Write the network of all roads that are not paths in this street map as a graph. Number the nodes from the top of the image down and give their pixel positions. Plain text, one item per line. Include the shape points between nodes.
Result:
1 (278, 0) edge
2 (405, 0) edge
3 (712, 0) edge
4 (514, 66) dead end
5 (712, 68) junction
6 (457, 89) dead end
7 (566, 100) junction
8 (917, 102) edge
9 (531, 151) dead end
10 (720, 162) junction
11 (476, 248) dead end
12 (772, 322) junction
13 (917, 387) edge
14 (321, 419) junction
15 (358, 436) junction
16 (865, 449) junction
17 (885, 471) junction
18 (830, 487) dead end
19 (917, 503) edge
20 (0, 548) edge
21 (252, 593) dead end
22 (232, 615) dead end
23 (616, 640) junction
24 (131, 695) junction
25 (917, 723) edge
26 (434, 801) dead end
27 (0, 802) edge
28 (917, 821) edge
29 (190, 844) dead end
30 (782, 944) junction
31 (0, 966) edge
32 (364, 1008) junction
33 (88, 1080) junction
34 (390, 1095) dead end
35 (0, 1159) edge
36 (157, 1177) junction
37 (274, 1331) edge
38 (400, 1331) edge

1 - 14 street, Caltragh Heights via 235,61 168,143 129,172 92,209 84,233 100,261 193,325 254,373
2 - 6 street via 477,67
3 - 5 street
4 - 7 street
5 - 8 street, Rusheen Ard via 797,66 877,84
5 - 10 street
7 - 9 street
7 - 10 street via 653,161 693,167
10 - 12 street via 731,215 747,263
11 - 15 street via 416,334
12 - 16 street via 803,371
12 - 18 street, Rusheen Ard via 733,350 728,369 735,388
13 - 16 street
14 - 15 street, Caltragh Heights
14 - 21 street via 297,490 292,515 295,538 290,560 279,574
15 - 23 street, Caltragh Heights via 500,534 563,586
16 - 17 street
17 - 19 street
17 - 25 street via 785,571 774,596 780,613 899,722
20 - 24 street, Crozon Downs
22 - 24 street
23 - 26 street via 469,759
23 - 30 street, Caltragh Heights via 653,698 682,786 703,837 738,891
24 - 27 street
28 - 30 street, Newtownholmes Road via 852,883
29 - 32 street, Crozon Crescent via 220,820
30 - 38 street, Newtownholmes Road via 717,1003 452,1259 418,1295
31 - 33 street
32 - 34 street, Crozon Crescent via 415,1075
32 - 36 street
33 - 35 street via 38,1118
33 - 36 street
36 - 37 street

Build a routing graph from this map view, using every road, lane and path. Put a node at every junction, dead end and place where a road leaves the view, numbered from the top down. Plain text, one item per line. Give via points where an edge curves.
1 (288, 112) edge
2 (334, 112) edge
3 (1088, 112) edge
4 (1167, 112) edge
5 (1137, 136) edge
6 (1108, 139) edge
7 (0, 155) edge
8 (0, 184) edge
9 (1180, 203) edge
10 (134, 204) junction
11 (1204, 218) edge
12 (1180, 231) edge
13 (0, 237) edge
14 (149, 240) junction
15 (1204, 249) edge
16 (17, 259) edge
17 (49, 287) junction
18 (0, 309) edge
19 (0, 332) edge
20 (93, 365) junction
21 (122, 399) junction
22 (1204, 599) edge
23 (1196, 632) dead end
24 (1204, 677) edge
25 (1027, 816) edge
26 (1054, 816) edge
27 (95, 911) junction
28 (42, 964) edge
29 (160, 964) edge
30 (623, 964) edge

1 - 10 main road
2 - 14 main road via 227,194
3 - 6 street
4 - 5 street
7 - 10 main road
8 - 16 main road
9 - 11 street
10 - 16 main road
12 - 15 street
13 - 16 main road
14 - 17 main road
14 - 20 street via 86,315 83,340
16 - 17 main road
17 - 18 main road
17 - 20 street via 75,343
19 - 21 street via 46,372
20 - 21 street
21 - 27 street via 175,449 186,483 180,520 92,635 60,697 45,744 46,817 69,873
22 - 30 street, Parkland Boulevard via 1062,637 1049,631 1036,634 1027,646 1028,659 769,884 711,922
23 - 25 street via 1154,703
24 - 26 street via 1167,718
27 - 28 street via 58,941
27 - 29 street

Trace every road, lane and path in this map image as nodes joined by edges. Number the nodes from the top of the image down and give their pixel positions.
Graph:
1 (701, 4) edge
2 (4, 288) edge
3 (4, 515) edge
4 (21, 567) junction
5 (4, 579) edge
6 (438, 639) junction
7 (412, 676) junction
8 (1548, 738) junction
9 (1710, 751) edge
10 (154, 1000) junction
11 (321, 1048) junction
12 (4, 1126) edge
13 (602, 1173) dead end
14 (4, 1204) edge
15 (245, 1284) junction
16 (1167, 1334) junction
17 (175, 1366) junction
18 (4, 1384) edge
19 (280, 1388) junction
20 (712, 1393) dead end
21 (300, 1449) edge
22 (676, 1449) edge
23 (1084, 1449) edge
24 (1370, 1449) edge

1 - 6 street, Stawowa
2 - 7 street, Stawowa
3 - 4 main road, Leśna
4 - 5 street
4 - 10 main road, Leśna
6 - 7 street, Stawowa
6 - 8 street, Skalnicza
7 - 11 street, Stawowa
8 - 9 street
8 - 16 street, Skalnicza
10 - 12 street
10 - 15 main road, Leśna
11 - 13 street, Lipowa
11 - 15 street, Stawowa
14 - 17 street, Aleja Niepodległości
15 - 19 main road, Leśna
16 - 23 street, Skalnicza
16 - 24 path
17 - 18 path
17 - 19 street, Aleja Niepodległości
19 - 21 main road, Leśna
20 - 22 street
# # #
**EXERCISE DIRECTIONS**
Wherever the word "Plain" appears in the listing above, copy that line.

**COMPLETED EXERCISE**
Write the network of all roads that are not paths in this street map as a graph. Number the nodes from the top of the image down and give their pixel positions. Plain text, one item per line. Include the shape points between nodes.
Build a routing graph from this map view, using every road, lane and path. Put a node at every junction, dead end and place where a road leaves the view, numbered from the top down. Plain text, one item per line. Give via points where an edge curves.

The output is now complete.